This Court’s July 25, 2012 Order, which is the subject of the motion for reconsideration,
denied Defendants’ motion to dismiss as to Count One without prejudice, and ordered the parties
to engage in limited discovery as to whether Mr. Mirza filed an adjournment request with the Kansas
Court and whether the Kansas Court received and considered such request.
Following limited discovery, Defendants submitted the affidavit of Patrick Hoffman, Esq.,
an attorney admitted to practice in Kansas and represented the Defendants in the Kansas Lawsuit.
Notably, Mr. Mirza did not conduct any discovery. Mr. Hoffman’s affidavit states that Judge Svaty
(the Kansas court Judge) did receive and consider Mr.

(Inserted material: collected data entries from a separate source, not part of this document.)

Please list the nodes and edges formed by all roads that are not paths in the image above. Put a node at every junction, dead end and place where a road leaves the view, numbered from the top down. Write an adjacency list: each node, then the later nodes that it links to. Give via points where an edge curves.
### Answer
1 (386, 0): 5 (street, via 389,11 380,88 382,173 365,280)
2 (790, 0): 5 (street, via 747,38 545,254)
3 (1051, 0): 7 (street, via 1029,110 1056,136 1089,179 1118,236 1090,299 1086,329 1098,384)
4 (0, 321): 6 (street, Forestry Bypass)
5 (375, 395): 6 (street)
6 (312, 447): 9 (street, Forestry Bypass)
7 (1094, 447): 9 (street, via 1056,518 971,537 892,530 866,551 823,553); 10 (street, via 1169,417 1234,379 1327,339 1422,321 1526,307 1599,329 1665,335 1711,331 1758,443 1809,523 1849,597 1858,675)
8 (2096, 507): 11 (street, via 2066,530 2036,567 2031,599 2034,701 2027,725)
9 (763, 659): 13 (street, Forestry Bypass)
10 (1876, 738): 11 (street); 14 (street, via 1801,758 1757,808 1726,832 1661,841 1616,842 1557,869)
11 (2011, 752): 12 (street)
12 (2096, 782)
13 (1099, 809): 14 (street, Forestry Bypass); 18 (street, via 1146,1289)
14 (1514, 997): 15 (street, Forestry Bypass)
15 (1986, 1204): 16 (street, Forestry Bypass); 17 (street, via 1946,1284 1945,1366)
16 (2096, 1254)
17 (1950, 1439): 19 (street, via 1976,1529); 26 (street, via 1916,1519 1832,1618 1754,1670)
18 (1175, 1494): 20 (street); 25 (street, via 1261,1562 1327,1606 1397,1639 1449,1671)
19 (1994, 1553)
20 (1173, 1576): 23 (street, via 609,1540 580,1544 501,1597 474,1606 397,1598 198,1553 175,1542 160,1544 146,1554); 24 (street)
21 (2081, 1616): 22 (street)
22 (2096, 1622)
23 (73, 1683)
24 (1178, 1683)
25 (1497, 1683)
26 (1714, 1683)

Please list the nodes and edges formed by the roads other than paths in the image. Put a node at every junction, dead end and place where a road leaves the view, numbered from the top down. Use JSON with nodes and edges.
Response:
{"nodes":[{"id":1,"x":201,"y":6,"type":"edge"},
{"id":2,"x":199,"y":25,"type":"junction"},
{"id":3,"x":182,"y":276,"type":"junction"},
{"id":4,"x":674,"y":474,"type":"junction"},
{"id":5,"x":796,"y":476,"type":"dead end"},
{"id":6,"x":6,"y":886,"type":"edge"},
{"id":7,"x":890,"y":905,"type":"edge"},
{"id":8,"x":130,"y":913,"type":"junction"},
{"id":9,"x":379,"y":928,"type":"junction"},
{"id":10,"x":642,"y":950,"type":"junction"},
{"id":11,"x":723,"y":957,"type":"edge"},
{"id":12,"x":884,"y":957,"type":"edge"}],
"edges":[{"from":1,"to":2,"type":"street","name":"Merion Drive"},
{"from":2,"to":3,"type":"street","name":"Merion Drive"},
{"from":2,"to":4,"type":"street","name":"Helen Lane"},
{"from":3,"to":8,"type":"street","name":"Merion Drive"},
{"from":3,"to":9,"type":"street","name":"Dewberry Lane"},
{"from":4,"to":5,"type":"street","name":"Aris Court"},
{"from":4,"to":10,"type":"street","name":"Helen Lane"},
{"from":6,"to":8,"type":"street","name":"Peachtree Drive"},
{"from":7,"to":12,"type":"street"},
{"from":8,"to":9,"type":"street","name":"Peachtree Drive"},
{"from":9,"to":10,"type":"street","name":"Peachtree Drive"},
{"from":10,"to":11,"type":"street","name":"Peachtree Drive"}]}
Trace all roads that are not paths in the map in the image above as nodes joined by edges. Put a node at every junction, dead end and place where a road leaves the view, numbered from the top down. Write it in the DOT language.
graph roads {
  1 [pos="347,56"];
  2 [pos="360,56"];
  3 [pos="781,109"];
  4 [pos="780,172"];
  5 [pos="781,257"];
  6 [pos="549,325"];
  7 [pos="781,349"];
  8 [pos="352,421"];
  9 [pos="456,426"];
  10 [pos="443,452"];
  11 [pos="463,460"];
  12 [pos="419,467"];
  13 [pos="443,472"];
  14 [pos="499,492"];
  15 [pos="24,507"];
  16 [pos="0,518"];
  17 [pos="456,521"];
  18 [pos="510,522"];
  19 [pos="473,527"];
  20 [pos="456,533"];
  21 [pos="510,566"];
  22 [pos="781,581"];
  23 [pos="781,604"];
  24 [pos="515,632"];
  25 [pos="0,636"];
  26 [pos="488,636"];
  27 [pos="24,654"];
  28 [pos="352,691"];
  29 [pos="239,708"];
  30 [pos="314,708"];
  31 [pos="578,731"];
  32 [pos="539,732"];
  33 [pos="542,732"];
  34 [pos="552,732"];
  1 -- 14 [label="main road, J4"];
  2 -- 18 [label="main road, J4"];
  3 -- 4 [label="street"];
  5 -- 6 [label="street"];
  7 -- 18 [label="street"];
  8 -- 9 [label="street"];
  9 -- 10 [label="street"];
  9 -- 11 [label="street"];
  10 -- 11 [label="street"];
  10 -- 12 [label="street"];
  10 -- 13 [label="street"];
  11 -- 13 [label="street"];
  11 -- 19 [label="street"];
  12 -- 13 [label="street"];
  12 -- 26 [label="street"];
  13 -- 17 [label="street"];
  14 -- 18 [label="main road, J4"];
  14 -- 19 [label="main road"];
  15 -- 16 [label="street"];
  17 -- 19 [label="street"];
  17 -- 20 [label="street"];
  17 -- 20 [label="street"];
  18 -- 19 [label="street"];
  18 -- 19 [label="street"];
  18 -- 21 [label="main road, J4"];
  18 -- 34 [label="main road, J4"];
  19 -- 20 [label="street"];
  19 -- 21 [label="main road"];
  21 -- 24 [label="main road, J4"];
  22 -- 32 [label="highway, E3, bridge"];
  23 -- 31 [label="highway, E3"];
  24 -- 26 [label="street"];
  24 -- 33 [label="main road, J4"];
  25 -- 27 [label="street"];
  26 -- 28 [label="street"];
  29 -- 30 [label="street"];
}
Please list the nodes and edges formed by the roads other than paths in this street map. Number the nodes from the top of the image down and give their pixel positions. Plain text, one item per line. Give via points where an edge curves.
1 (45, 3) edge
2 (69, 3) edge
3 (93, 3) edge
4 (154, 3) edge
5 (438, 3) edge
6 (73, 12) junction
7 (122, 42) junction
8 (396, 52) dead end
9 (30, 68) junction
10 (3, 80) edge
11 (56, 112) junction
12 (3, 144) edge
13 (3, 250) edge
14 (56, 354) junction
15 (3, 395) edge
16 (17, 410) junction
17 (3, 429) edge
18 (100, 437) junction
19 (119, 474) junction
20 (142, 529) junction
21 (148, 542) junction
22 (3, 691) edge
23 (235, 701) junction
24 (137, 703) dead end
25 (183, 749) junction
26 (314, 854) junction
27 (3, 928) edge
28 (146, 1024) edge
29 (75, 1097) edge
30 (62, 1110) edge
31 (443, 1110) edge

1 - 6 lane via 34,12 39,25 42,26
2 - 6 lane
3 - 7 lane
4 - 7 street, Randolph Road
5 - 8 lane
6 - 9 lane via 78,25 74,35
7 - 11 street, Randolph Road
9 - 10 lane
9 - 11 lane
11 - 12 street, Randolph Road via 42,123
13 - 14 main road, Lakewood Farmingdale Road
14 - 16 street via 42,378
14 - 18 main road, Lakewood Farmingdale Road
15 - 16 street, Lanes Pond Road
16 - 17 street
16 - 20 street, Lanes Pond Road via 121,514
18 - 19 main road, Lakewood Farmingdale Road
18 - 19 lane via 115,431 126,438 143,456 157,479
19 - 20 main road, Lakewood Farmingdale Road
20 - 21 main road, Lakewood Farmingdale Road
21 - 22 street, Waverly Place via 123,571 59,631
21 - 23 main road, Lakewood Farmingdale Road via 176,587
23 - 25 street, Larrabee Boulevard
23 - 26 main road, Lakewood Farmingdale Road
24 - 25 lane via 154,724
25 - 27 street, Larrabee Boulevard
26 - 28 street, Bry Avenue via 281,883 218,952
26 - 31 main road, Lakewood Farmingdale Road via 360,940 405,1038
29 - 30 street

Mirza’s written adjournment request, but
denied the request because Mr. Mirza did not “directly” contact the judge for a continuance nor
request a court appearance or conference pursuant to Kansas’ Local Court Rule 104. With regard
to obtaining an adjournment, Rule 104 - Continuances, of the 20th Judicial District Local Court
Rules states:
Except in the case of necessity or emergency, continuances requested
less than 48 hours before the scheduled hearing will not be granted.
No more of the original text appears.